[INPUT DATA — start]

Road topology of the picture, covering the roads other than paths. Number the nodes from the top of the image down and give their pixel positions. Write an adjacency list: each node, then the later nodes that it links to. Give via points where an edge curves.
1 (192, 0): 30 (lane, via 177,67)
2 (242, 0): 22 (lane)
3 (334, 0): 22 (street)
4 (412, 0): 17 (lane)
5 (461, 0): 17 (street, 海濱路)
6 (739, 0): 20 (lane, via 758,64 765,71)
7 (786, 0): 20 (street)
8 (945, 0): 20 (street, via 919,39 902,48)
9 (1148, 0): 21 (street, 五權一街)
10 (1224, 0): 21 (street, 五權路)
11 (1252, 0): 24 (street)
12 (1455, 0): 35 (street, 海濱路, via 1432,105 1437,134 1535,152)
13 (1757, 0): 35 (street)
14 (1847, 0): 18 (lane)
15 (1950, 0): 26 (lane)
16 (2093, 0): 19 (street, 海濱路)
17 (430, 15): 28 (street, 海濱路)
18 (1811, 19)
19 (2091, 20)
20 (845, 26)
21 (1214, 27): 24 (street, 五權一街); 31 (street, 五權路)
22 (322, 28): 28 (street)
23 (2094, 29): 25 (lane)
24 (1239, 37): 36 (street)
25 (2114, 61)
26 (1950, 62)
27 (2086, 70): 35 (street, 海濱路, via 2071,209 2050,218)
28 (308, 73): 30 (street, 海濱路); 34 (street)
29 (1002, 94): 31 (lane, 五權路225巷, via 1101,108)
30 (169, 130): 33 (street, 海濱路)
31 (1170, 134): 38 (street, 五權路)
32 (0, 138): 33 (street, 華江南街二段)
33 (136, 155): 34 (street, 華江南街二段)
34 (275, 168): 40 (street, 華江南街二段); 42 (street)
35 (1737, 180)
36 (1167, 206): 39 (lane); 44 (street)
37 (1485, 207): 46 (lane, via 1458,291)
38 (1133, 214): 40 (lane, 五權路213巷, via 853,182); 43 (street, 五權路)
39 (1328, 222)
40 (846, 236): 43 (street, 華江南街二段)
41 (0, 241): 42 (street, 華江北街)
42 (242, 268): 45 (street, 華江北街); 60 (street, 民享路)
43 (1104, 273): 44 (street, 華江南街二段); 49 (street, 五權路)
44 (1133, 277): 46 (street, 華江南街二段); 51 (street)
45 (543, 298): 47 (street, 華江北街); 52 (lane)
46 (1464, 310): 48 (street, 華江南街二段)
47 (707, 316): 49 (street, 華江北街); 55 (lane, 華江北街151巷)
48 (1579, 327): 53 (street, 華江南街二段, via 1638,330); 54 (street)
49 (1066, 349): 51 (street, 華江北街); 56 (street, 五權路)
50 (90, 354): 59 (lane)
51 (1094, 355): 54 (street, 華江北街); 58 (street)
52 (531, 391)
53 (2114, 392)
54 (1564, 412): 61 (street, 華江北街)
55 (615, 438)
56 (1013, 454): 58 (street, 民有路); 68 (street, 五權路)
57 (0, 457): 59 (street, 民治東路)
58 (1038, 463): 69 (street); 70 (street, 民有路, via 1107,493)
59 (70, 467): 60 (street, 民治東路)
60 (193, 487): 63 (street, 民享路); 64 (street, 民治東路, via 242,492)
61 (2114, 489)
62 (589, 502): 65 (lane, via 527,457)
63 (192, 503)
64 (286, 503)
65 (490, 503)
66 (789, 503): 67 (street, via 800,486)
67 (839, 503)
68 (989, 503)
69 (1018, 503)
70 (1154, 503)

[INPUT DATA — finish]

### WHAT YOU NEED TO DO
Whatever appears in the material must be set down again, word for word.

### SOLUTION BELOW
Road topology of the picture, covering the roads other than paths. Number the nodes from the top of the image down and give their pixel positions. Write an adjacency list: each node, then the later nodes that it links to. Give via points where an edge curves.
1 (192, 0): 30 (lane, via 177,67)
2 (242, 0): 22 (lane)
3 (334, 0): 22 (street)
4 (412, 0): 17 (lane)
5 (461, 0): 17 (street, 海濱路)
6 (739, 0): 20 (lane, via 758,64 765,71)
7 (786, 0): 20 (street)
8 (945, 0): 20 (street, via 919,39 902,48)
9 (1148, 0): 21 (street, 五權一街)
10 (1224, 0): 21 (street, 五權路)
11 (1252, 0): 24 (street)
12 (1455, 0): 35 (street, 海濱路, via 1432,105 1437,134 1535,152)
13 (1757, 0): 35 (street)
14 (1847, 0): 18 (lane)
15 (1950, 0): 26 (lane)
16 (2093, 0): 19 (street, 海濱路)
17 (430, 15): 28 (street, 海濱路)
18 (1811, 19)
19 (2091, 20)
20 (845, 26)
21 (1214, 27): 24 (street, 五權一街); 31 (street, 五權路)
22 (322, 28): 28 (street)
23 (2094, 29): 25 (lane)
24 (1239, 37): 36 (street)
25 (2114, 61)
26 (1950, 62)
27 (2086, 70): 35 (street, 海濱路, via 2071,209 2050,218)
28 (308, 73): 30 (street, 海濱路); 34 (street)
29 (1002, 94): 31 (lane, 五權路225巷, via 1101,108)
30 (169, 130): 33 (street, 海濱路)
31 (1170, 134): 38 (street, 五權路)
32 (0, 138): 33 (street, 華江南街二段)
33 (136, 155): 34 (street, 華江南街二段)
34 (275, 168): 40 (street, 華江南街二段); 42 (street)
35 (1737, 180)
36 (1167, 206): 39 (lane); 44 (street)
37 (1485, 207): 46 (lane, via 1458,291)
38 (1133, 214): 40 (lane, 五權路213巷, via 853,182); 43 (street, 五權路)
39 (1328, 222)
40 (846, 236): 43 (street, 華江南街二段)
41 (0, 241): 42 (street, 華江北街)
42 (242, 268): 45 (street, 華江北街); 60 (street, 民享路)
43 (1104, 273): 44 (street, 華江南街二段); 49 (street, 五權路)
44 (1133, 277): 46 (street, 華江南街二段); 51 (street)
45 (543, 298): 47 (street, 華江北街); 52 (lane)
46 (1464, 310): 48 (street, 華江南街二段)
47 (707, 316): 49 (street, 華江北街); 55 (lane, 華江北街151巷)
48 (1579, 327): 53 (street, 華江南街二段, via 1638,330); 54 (street)
49 (1066, 349): 51 (street, 華江北街); 56 (street, 五權路)
50 (90, 354): 59 (lane)
51 (1094, 355): 54 (street, 華江北街); 58 (street)
52 (531, 391)
53 (2114, 392)
54 (1564, 412): 61 (street, 華江北街)
55 (615, 438)
56 (1013, 454): 58 (street, 民有路); 68 (street, 五權路)
57 (0, 457): 59 (street, 民治東路)
58 (1038, 463): 69 (street); 70 (street, 民有路, via 1107,493)
59 (70, 467): 60 (street, 民治東路)
60 (193, 487): 63 (street, 民享路); 64 (street, 民治東路, via 242,492)
61 (2114, 489)
62 (589, 502): 65 (lane, via 527,457)
63 (192, 503)
64 (286, 503)
65 (490, 503)
66 (789, 503): 67 (street, via 800,486)
67 (839, 503)
68 (989, 503)
69 (1018, 503)
70 (1154, 503)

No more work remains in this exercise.